PROBLEM —
Return every line from the one with "pinky tip: (179, 202)" through the one with "pinky pip: (816, 212)", inclusive, exactly as it appears below.

SOURCE MATERIAL —
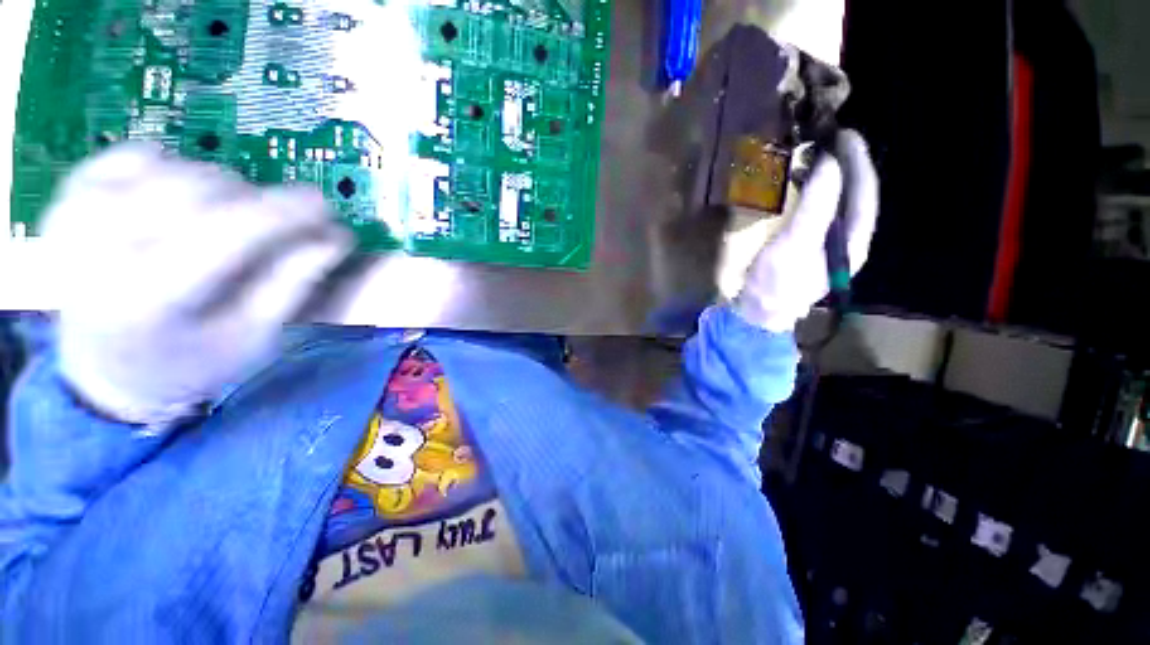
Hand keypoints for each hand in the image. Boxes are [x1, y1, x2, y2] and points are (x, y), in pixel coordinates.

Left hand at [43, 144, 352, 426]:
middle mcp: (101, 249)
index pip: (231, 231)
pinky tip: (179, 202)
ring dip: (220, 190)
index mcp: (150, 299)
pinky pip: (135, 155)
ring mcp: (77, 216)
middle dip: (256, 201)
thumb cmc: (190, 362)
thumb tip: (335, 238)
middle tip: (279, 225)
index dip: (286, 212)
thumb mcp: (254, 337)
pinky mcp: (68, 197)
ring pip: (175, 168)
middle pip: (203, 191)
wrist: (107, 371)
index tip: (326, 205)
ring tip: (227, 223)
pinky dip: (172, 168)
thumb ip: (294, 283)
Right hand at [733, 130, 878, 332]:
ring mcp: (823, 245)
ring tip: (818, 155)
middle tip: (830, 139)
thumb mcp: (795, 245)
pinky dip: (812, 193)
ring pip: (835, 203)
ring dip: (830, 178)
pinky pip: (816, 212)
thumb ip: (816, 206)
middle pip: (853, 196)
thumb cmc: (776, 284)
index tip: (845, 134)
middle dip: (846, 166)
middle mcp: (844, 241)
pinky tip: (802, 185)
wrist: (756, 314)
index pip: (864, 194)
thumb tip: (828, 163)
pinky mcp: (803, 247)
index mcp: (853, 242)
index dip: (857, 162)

--

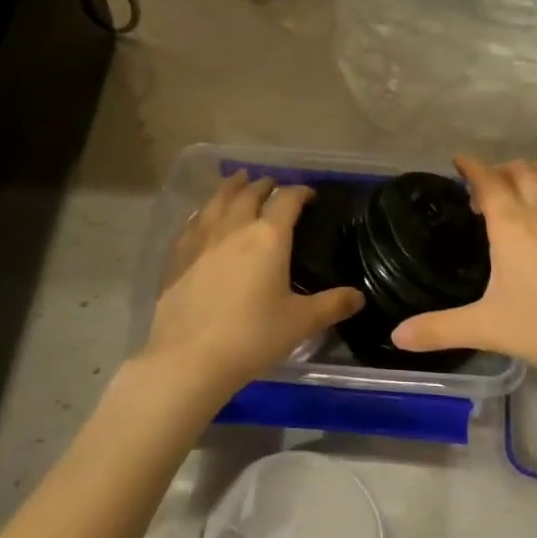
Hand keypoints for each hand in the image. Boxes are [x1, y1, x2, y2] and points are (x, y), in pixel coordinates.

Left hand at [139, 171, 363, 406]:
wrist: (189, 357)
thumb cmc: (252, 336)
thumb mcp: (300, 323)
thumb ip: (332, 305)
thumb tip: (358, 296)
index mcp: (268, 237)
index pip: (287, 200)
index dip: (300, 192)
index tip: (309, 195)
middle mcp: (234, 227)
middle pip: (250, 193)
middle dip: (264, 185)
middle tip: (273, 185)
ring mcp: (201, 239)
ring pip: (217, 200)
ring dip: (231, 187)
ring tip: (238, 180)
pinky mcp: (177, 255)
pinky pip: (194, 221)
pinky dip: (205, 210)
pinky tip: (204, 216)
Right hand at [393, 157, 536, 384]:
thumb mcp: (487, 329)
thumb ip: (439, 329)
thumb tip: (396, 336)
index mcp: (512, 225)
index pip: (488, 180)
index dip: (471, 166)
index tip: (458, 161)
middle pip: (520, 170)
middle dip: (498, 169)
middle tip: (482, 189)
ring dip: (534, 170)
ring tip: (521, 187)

OUTPUT OF THE TASK —
pinky tip: (179, 202)
ring dip: (220, 190)
index mcp: (150, 299)
pinky pip: (135, 155)
ring mcp: (77, 216)
middle dip: (256, 201)
thumb cmc: (190, 362)
thumb tip: (335, 238)
middle tip: (279, 225)
index dip: (286, 212)
thumb mcp: (254, 337)
pinky mcp: (68, 197)
ring pip: (175, 168)
middle pip: (203, 191)
wrist: (107, 371)
index tip: (326, 205)
ring tip: (227, 223)
pinky dip: (172, 168)
thumb ip: (294, 283)
Right hand at [733, 130, 878, 332]:
ring mcp: (823, 245)
ring tip: (818, 155)
middle tip: (830, 139)
thumb mcp: (795, 245)
pinky dip: (812, 193)
ring pip: (835, 203)
ring dip: (830, 178)
pinky pip: (816, 212)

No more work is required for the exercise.